------ PROVIDED INFORMATION ------

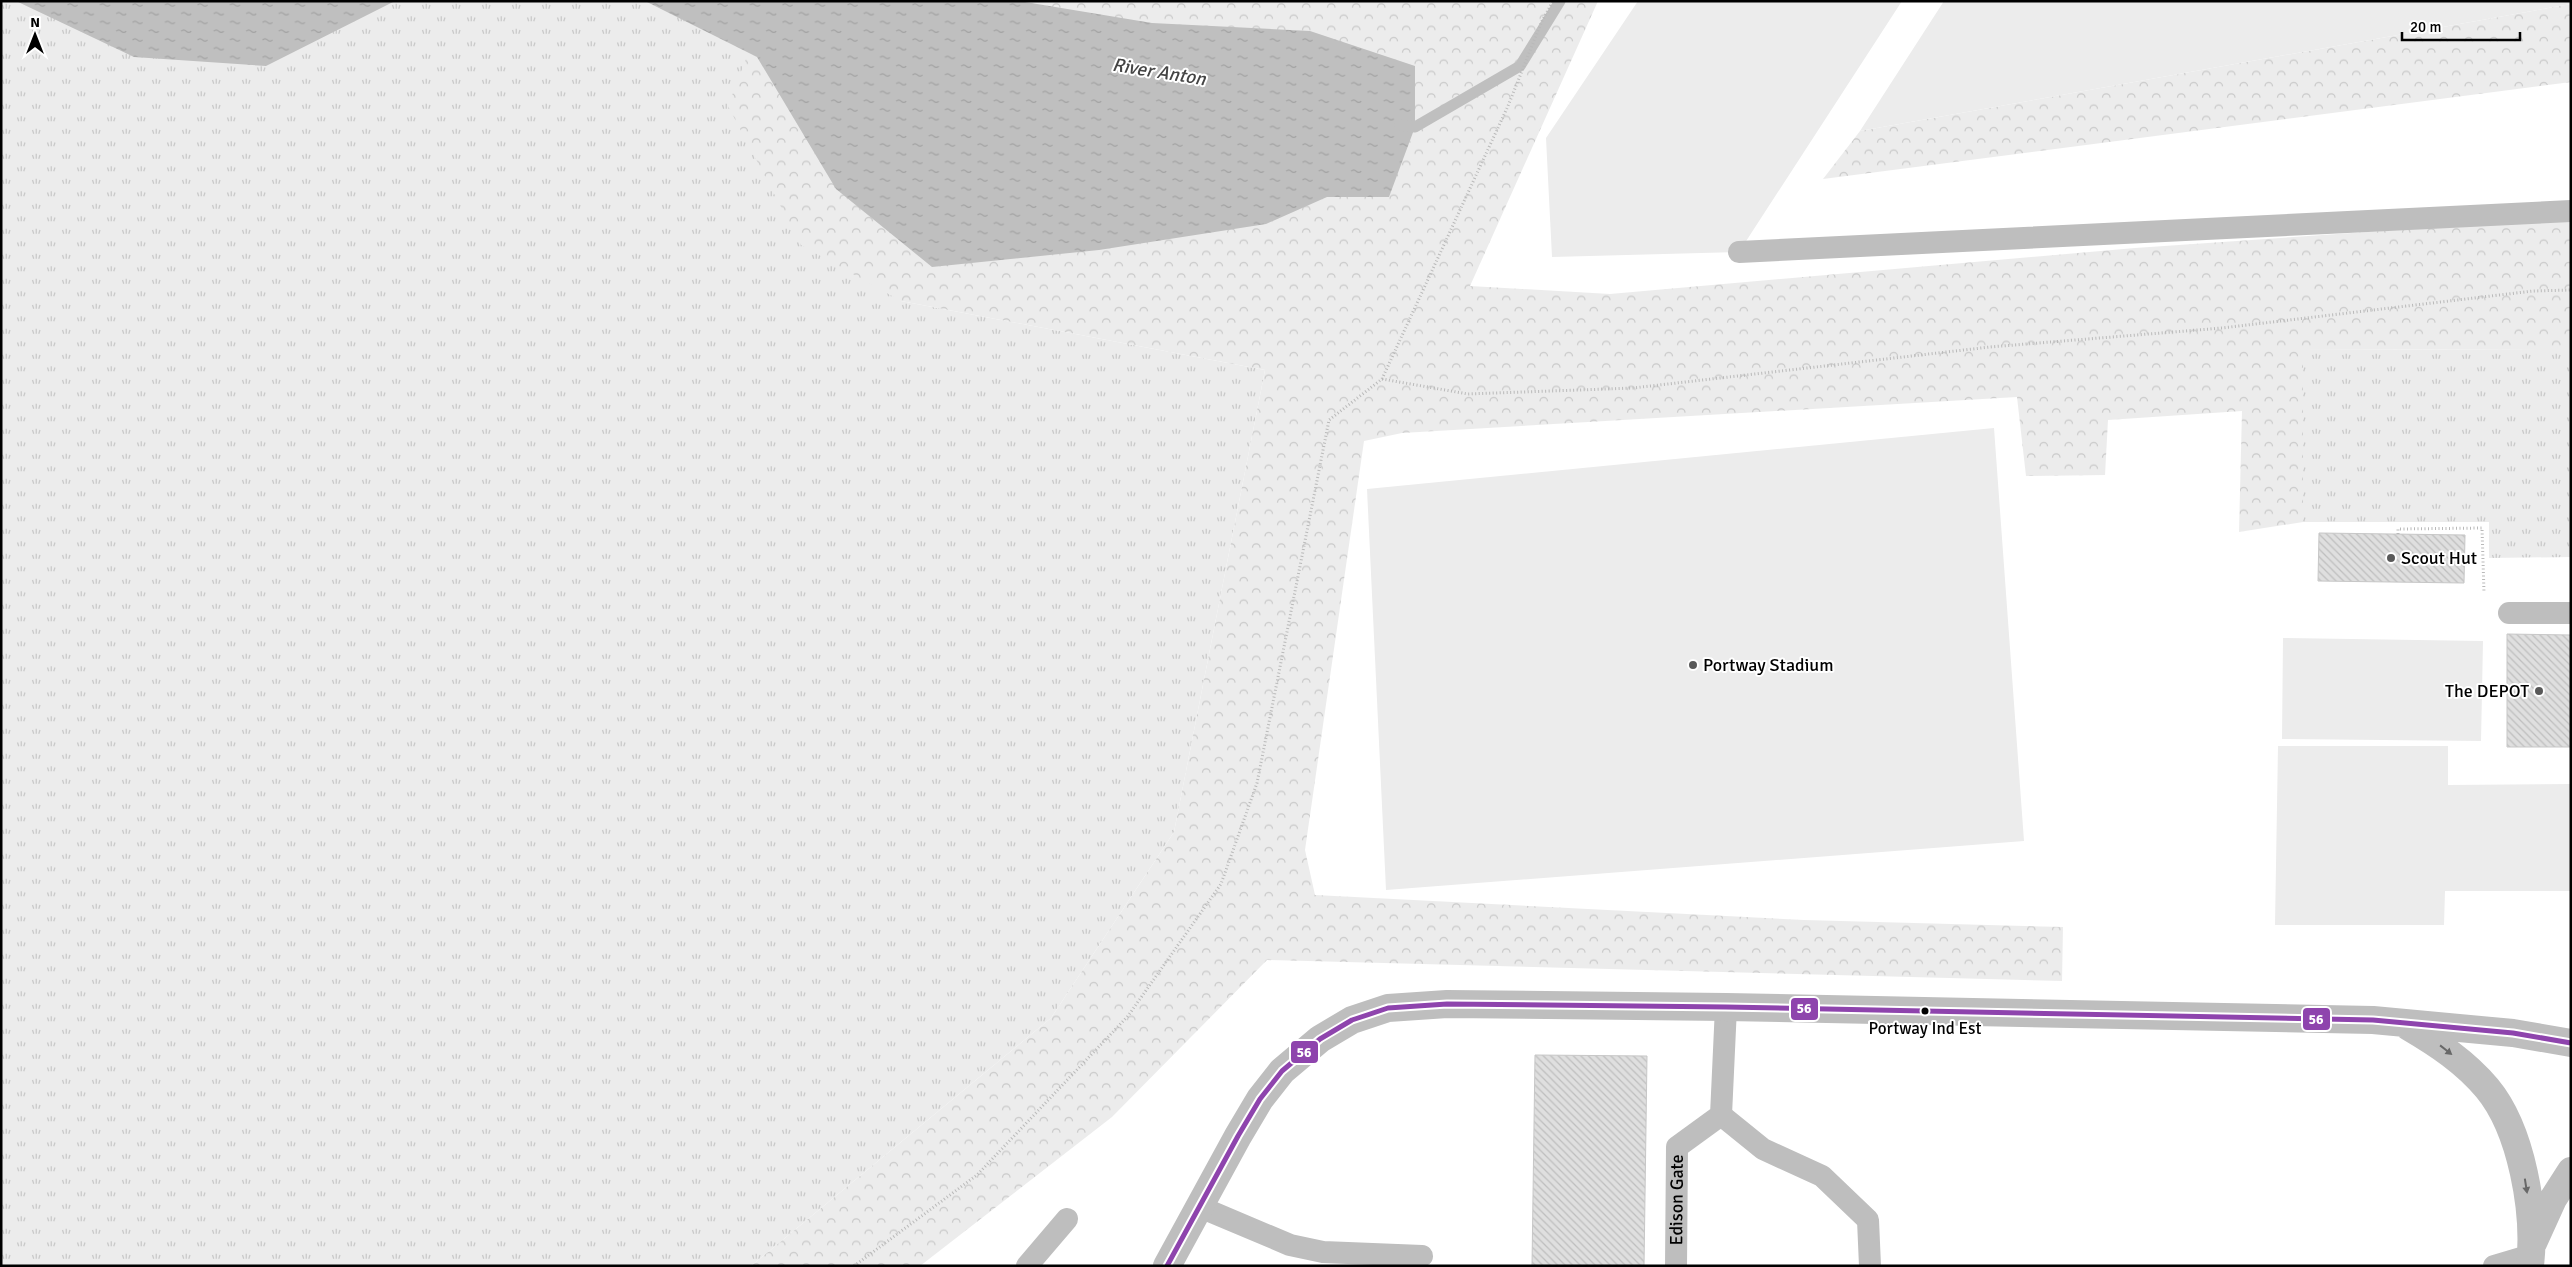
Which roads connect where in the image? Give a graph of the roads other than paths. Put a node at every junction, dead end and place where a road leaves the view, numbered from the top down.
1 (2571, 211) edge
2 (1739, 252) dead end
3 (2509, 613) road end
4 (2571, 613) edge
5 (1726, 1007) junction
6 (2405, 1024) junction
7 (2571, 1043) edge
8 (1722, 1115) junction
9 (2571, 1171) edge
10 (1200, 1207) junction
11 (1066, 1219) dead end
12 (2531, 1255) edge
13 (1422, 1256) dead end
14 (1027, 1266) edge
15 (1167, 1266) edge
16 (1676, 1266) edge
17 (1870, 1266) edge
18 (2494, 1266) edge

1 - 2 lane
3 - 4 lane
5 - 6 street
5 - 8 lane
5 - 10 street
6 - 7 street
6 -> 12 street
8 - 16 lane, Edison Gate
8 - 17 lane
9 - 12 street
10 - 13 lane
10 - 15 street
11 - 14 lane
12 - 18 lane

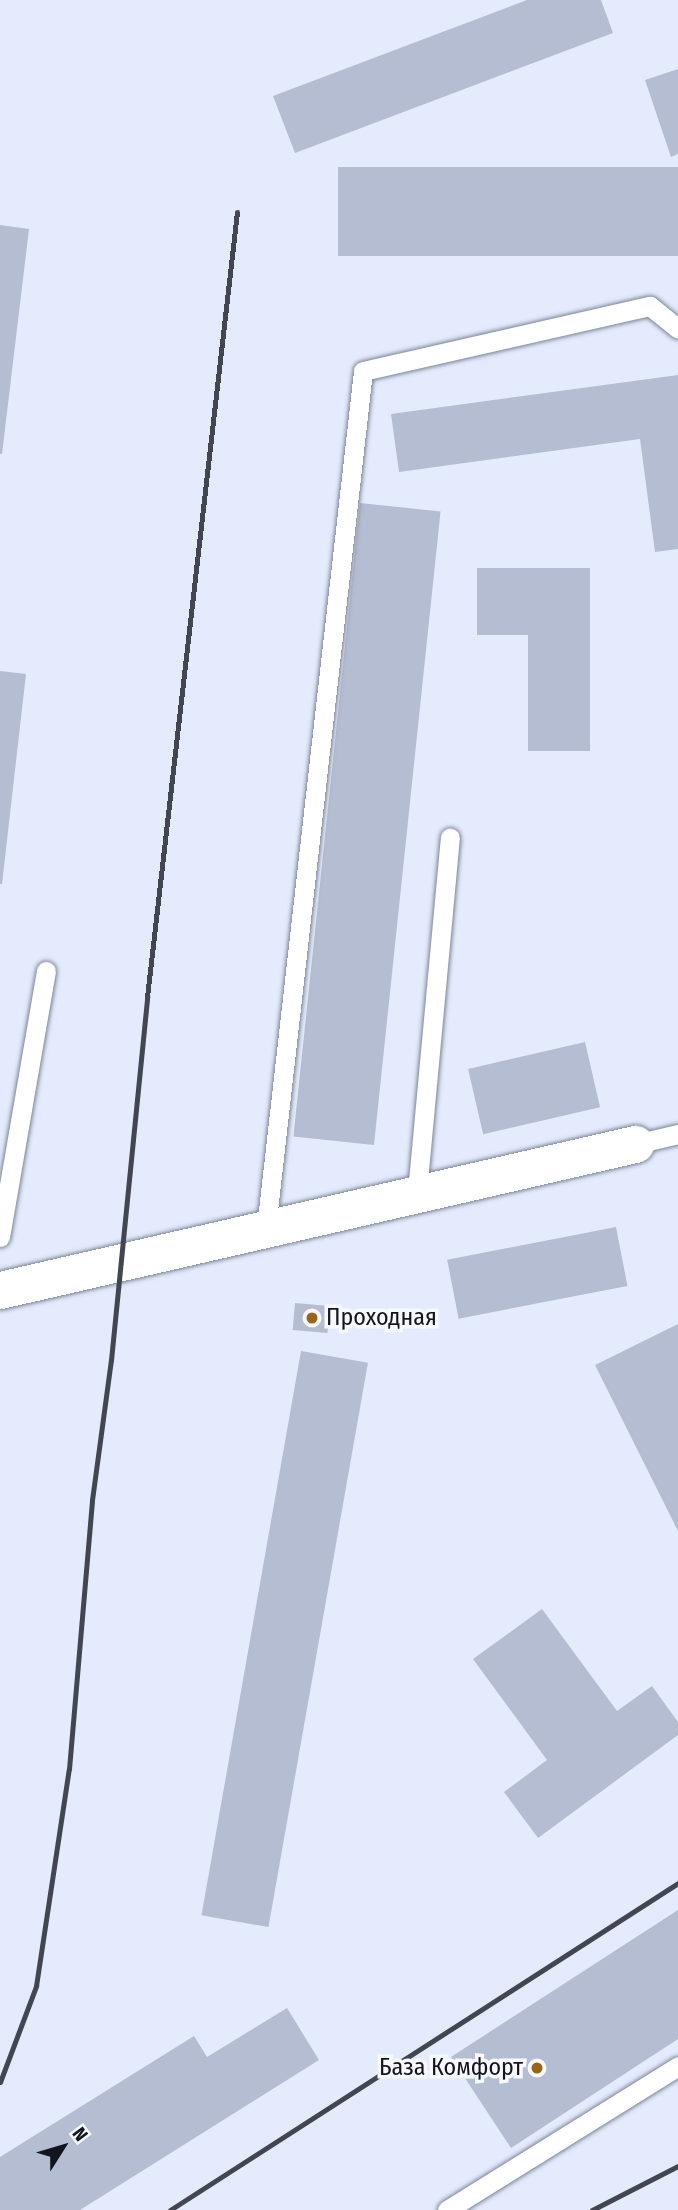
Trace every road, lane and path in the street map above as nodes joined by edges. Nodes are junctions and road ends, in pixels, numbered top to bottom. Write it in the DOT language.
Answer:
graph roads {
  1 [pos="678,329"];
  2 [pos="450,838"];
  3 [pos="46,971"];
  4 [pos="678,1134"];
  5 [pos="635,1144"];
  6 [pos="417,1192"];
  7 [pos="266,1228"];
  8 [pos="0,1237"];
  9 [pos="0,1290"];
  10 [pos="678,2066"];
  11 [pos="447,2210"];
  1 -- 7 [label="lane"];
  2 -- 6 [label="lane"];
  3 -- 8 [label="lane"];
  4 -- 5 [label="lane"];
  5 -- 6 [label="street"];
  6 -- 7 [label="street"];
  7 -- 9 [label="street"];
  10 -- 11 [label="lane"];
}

------

Please output all the records above exactly, leaving out every picture.

Which roads connect where in the image? Give a graph of the roads other than paths. Put a node at every junction, dead end and place where a road leaves the view, numbered from the top down.
1 (2571, 211) edge
2 (1739, 252) dead end
3 (2509, 613) road end
4 (2571, 613) edge
5 (1726, 1007) junction
6 (2405, 1024) junction
7 (2571, 1043) edge
8 (1722, 1115) junction
9 (2571, 1171) edge
10 (1200, 1207) junction
11 (1066, 1219) dead end
12 (2531, 1255) edge
13 (1422, 1256) dead end
14 (1027, 1266) edge
15 (1167, 1266) edge
16 (1676, 1266) edge
17 (1870, 1266) edge
18 (2494, 1266) edge

1 - 2 lane
3 - 4 lane
5 - 6 street
5 - 8 lane
5 - 10 street
6 - 7 street
6 -> 12 street
8 - 16 lane, Edison Gate
8 - 17 lane
9 - 12 street
10 - 13 lane
10 - 15 street
11 - 14 lane
12 - 18 lane

Trace every road, lane and path in the street map above as nodes joined by edges. Nodes are junctions and road ends, in pixels, numbered top to bottom. Write it in the DOT language.
Answer:
graph roads {
  1 [pos="678,329"];
  2 [pos="450,838"];
  3 [pos="46,971"];
  4 [pos="678,1134"];
  5 [pos="635,1144"];
  6 [pos="417,1192"];
  7 [pos="266,1228"];
  8 [pos="0,1237"];
  9 [pos="0,1290"];
  10 [pos="678,2066"];
  11 [pos="447,2210"];
  1 -- 7 [label="lane"];
  2 -- 6 [label="lane"];
  3 -- 8 [label="lane"];
  4 -- 5 [label="lane"];
  5 -- 6 [label="street"];
  6 -- 7 [label="street"];
  7 -- 9 [label="street"];
  10 -- 11 [label="lane"];
}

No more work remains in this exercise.